The federal government’s fine and settlement with Ripple Labs seemed to lay to rest any doubts that cryptocurrency providers could escape the rules with which the more established players must comply. Landsman of the NMTA likens the virtual-currency scene to “sort of the Wild West in the U.S.”
Now the sheriff has come to town.
“Virtual-currency exchangers must bring products to market that comply with our anti-money-laundering laws,” FinCen Director Jennifer Shasky Calvery said in a news release. “Innovation is laudable but only as long as it does not unreasonably expose our financial system to tech-smart criminals eager to abuse the latest and most complex products.”
While protecting consumers from fraud is a laudable goal, observers are noticing a downside to the increased emphasis on cross-border anti-money-laundering enforcement: reduced incomes in places with suspected terrorists that also are some of the world’s poorest countries.
An example is Somalia. A California bank that facilitated the most U.S. money transfers to Somalia pulled out of the market this year, leaving many Somali immigrants in Minneapolis and other Somali communities scrambling for alternatives to send money back home.

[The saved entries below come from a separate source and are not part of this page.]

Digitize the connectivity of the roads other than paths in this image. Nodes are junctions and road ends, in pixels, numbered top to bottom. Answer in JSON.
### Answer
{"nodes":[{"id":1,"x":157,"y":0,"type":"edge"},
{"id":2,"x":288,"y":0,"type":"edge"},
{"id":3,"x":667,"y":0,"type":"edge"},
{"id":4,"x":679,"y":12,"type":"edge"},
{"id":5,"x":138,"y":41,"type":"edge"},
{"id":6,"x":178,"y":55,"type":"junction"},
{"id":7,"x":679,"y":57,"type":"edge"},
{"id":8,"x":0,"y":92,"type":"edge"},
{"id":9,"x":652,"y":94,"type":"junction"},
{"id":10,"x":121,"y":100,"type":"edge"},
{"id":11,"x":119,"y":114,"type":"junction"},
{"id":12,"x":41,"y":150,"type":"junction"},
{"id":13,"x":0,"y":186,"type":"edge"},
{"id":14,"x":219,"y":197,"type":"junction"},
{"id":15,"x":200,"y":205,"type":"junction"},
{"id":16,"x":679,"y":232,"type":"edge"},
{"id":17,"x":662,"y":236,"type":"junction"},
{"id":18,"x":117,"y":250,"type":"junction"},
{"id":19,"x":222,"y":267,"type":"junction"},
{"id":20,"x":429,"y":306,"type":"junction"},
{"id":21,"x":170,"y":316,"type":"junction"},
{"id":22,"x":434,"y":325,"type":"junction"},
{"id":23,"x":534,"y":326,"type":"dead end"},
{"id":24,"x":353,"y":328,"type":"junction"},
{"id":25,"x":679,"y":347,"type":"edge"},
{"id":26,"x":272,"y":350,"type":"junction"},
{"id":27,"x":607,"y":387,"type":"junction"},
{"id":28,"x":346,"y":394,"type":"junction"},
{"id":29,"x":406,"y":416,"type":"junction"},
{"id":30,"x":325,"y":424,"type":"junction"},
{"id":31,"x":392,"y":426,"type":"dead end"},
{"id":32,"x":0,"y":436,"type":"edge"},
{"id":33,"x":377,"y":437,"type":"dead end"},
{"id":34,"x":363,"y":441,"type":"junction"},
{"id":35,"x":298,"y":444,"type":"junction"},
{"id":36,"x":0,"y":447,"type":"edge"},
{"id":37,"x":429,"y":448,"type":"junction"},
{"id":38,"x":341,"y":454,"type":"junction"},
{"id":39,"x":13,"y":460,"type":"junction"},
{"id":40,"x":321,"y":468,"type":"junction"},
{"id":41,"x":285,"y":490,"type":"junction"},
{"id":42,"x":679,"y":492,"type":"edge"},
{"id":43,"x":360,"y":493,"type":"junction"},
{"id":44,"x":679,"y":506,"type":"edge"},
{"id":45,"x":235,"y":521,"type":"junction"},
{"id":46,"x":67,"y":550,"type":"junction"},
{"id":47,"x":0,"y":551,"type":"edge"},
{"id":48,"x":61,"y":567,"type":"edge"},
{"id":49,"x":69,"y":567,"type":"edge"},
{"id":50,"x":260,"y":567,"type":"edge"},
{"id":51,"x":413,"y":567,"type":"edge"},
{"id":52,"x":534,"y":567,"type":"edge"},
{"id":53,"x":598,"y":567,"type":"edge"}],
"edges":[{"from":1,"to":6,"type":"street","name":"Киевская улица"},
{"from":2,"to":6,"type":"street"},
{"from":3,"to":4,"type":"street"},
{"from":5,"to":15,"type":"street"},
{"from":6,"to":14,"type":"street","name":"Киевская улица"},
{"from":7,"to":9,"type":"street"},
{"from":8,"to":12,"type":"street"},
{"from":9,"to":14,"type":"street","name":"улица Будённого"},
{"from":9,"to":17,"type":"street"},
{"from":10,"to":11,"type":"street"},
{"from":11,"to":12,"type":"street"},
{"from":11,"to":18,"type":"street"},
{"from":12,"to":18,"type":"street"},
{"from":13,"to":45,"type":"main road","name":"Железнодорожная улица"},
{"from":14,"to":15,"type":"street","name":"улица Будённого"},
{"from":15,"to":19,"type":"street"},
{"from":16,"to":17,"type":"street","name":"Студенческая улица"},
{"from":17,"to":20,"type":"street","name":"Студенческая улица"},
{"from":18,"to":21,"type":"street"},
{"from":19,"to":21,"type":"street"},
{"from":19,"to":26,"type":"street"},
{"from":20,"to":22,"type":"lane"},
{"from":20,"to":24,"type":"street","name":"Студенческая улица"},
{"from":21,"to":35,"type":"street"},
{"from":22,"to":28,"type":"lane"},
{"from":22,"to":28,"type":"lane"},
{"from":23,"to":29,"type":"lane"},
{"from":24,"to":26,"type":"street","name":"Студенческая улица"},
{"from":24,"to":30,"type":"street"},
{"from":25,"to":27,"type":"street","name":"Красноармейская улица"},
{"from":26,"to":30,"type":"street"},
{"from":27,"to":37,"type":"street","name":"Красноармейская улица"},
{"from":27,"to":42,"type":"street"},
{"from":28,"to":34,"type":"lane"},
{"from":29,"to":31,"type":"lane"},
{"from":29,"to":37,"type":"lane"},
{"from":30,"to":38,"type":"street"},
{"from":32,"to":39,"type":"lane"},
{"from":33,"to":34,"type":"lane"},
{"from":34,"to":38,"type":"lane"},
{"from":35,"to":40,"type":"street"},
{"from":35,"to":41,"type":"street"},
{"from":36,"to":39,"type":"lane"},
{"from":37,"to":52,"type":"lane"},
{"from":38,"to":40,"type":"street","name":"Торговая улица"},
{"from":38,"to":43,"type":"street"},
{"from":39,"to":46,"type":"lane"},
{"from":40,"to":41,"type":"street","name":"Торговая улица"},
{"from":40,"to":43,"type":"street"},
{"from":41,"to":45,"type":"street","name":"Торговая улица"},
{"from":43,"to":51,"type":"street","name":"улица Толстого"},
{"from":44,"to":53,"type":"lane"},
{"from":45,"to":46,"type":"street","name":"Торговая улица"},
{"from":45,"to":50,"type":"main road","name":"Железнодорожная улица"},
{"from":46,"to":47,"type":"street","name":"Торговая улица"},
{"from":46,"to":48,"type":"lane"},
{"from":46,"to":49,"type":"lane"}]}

The recent World Bank report says anti-money-laundering and terrorism-financing regulations “should be designed to avoid … making it more difficult for money-service businesses to transact business with correspondent banks. The renewed focus on [enforcement] has led many banks to stop offering remittance services and to close the accounts of [money-transfer operators], especially affecting those serving Somalia. As a result, some small MTOs have closed since they could not operate without bank accounts.”
Attorney Atlas says “there’s room for discussion” about where to draw the line between “adequate security of the financial system on the one hand and allowing people to carry on their daily business” on the other.
“I would say the pendulum has moved toward protecting national security and away from making things easy for consumers and businesses,” he says.
But regulation, while increasing, still hasn’t deterred many companies from pursuing new opportunities in money transfers. At his recent call with analysts, Ersek said Western Union’s online services soon will be moving into many more countries. But he was speaking for the industry when he added: “It’s just the beginning of the game, actually.”